(GIVEN RECORDS begins)

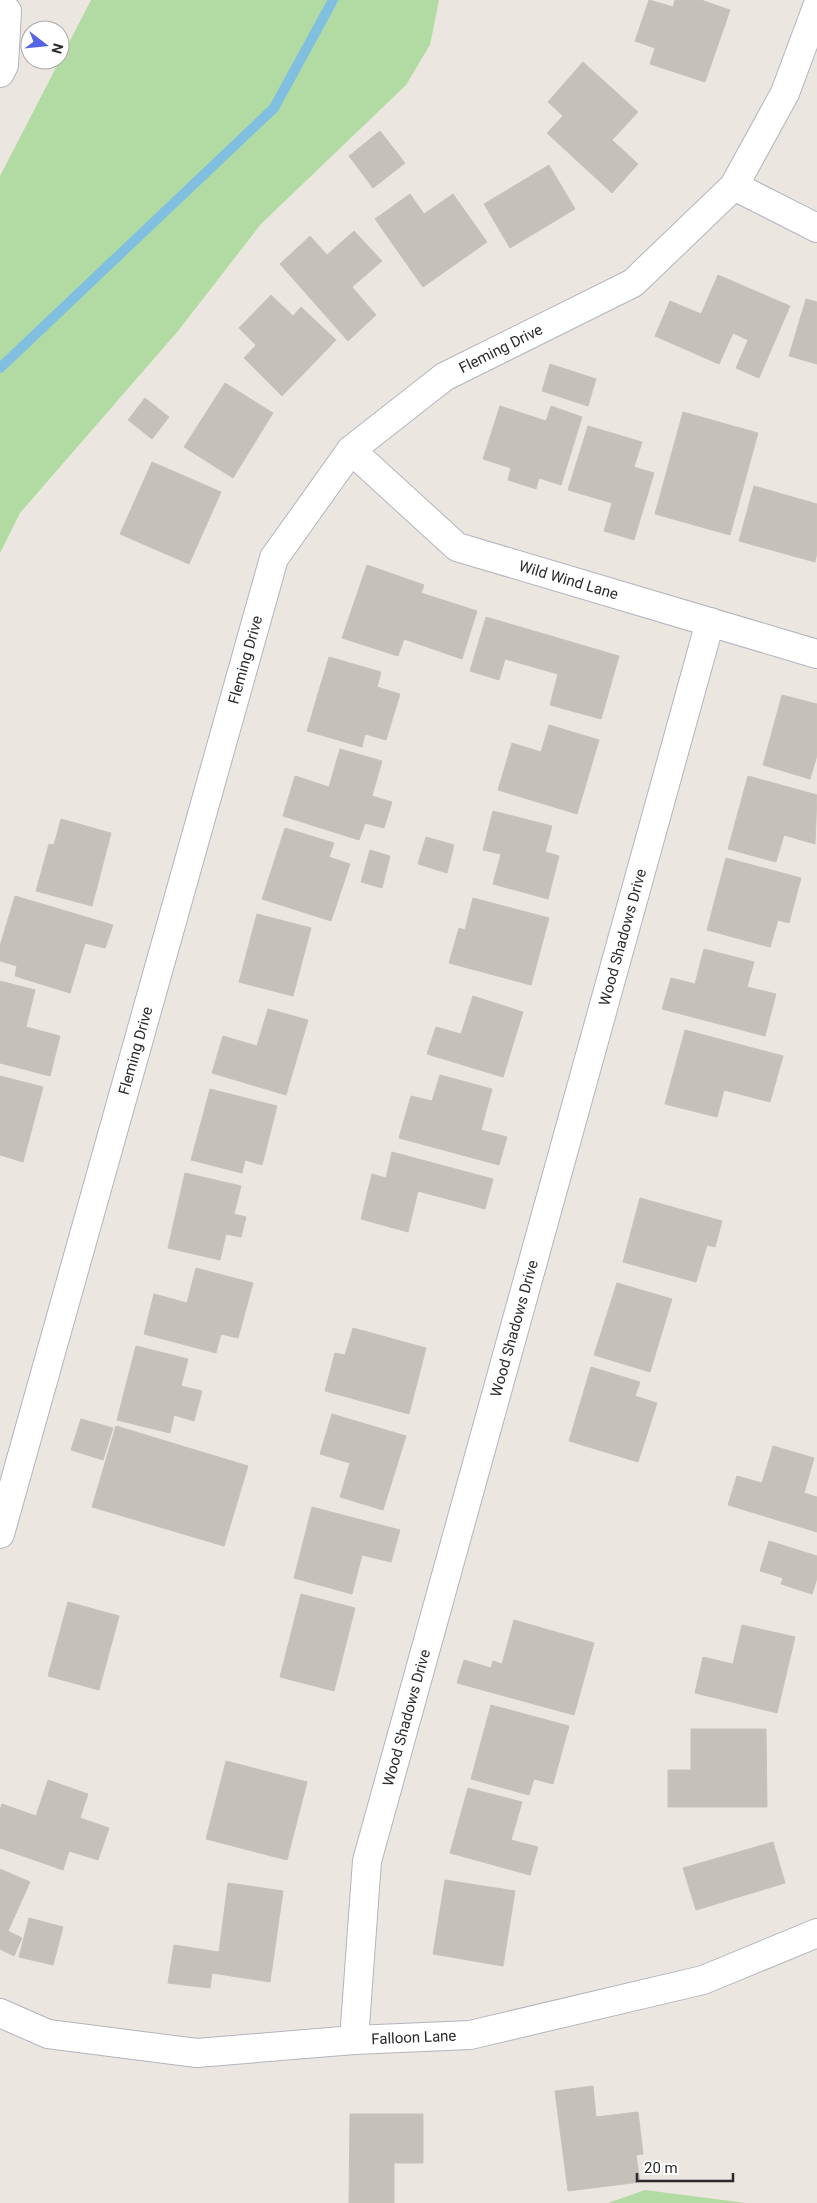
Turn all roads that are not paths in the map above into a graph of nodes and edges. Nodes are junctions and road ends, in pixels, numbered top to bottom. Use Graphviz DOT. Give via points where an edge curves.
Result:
graph roads {
  1 [pos="0,6"];
  2 [pos="817,7"];
  3 [pos="0,72"];
  4 [pos="734,186"];
  5 [pos="817,228"];
  6 [pos="351,450"];
  7 [pos="710,622"];
  8 [pos="817,654"];
  9 [pos="0,1534"];
  10 [pos="817,1933"];
  11 [pos="0,2013"];
  12 [pos="354,2040"];
  1 -- 3 [label="street" via="7,11 4,65"];
  2 -- 4 [label="street, Fleming Drive" via="785,92"];
  4 -- 5 [label="street"];
  4 -- 6 [label="street, Fleming Drive" via="633,283 444,377"];
  6 -- 7 [label="street, Wild Wind Lane" via="457,547"];
  6 -- 9 [label="street, Fleming Drive" via="274,558"];
  7 -- 8 [label="street, Wild Wind Lane"];
  7 -- 12 [label="street, Wood Shadows Drive" via="367,1861"];
  10 -- 12 [label="street, Falloon Lane" via="702,1980 479,2033"];
  11 -- 12 [label="street, Falloon Lane" via="48,2034 197,2053"];
}
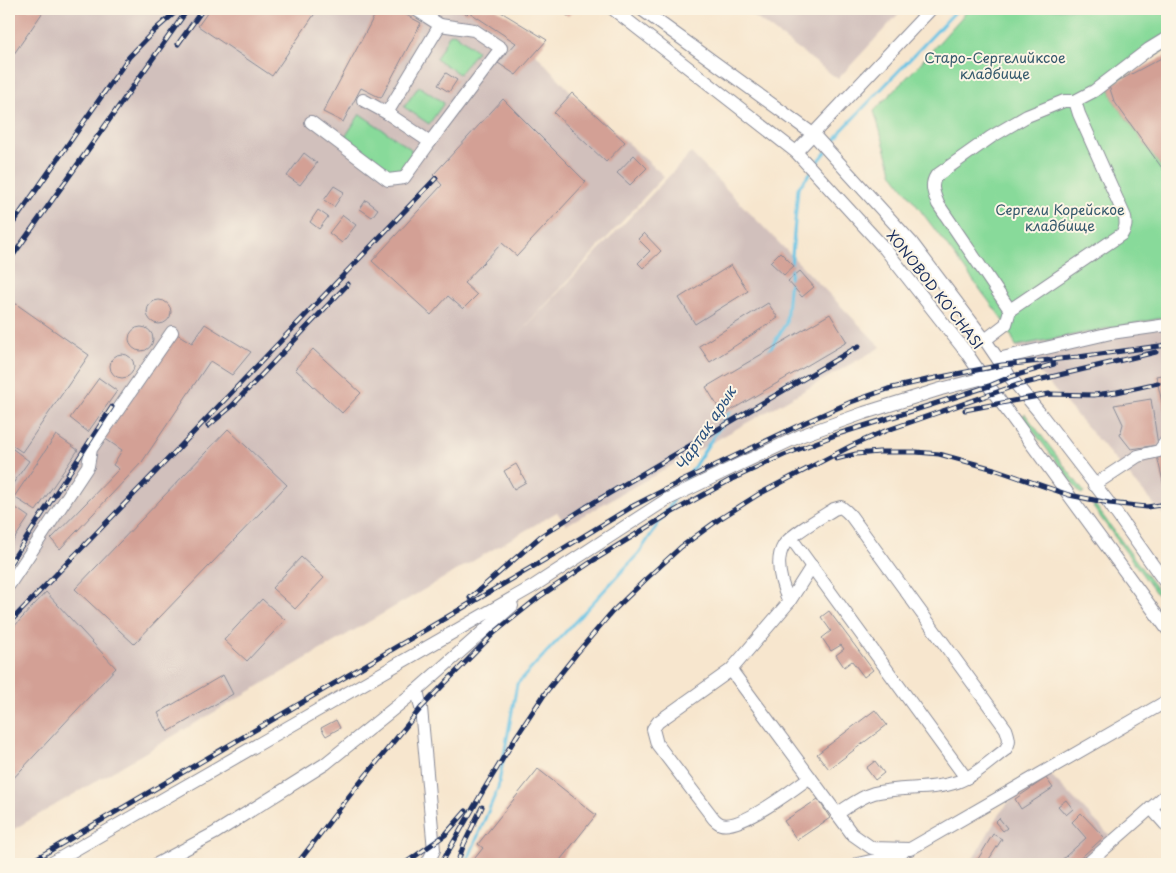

(GIVEN RECORDS ends)

■ **WHAT YOU NEED TO DO**
Before copying, set the pictures aside; then reproduce each entry above exactly.

■ **COMPLETED EXERCISE**
Turn all roads that are not paths in the map above into a graph of nodes and edges. Nodes are junctions and road ends, in pixels, numbered top to bottom. Use Graphviz DOT. Give via points where an edge curves.
Result:
graph roads {
  1 [pos="0,6"];
  2 [pos="817,7"];
  3 [pos="0,72"];
  4 [pos="734,186"];
  5 [pos="817,228"];
  6 [pos="351,450"];
  7 [pos="710,622"];
  8 [pos="817,654"];
  9 [pos="0,1534"];
  10 [pos="817,1933"];
  11 [pos="0,2013"];
  12 [pos="354,2040"];
  1 -- 3 [label="street" via="7,11 4,65"];
  2 -- 4 [label="street, Fleming Drive" via="785,92"];
  4 -- 5 [label="street"];
  4 -- 6 [label="street, Fleming Drive" via="633,283 444,377"];
  6 -- 7 [label="street, Wild Wind Lane" via="457,547"];
  6 -- 9 [label="street, Fleming Drive" via="274,558"];
  7 -- 8 [label="street, Wild Wind Lane"];
  7 -- 12 [label="street, Wood Shadows Drive" via="367,1861"];
  10 -- 12 [label="street, Falloon Lane" via="702,1980 479,2033"];
  11 -- 12 [label="street, Falloon Lane" via="48,2034 197,2053"];
}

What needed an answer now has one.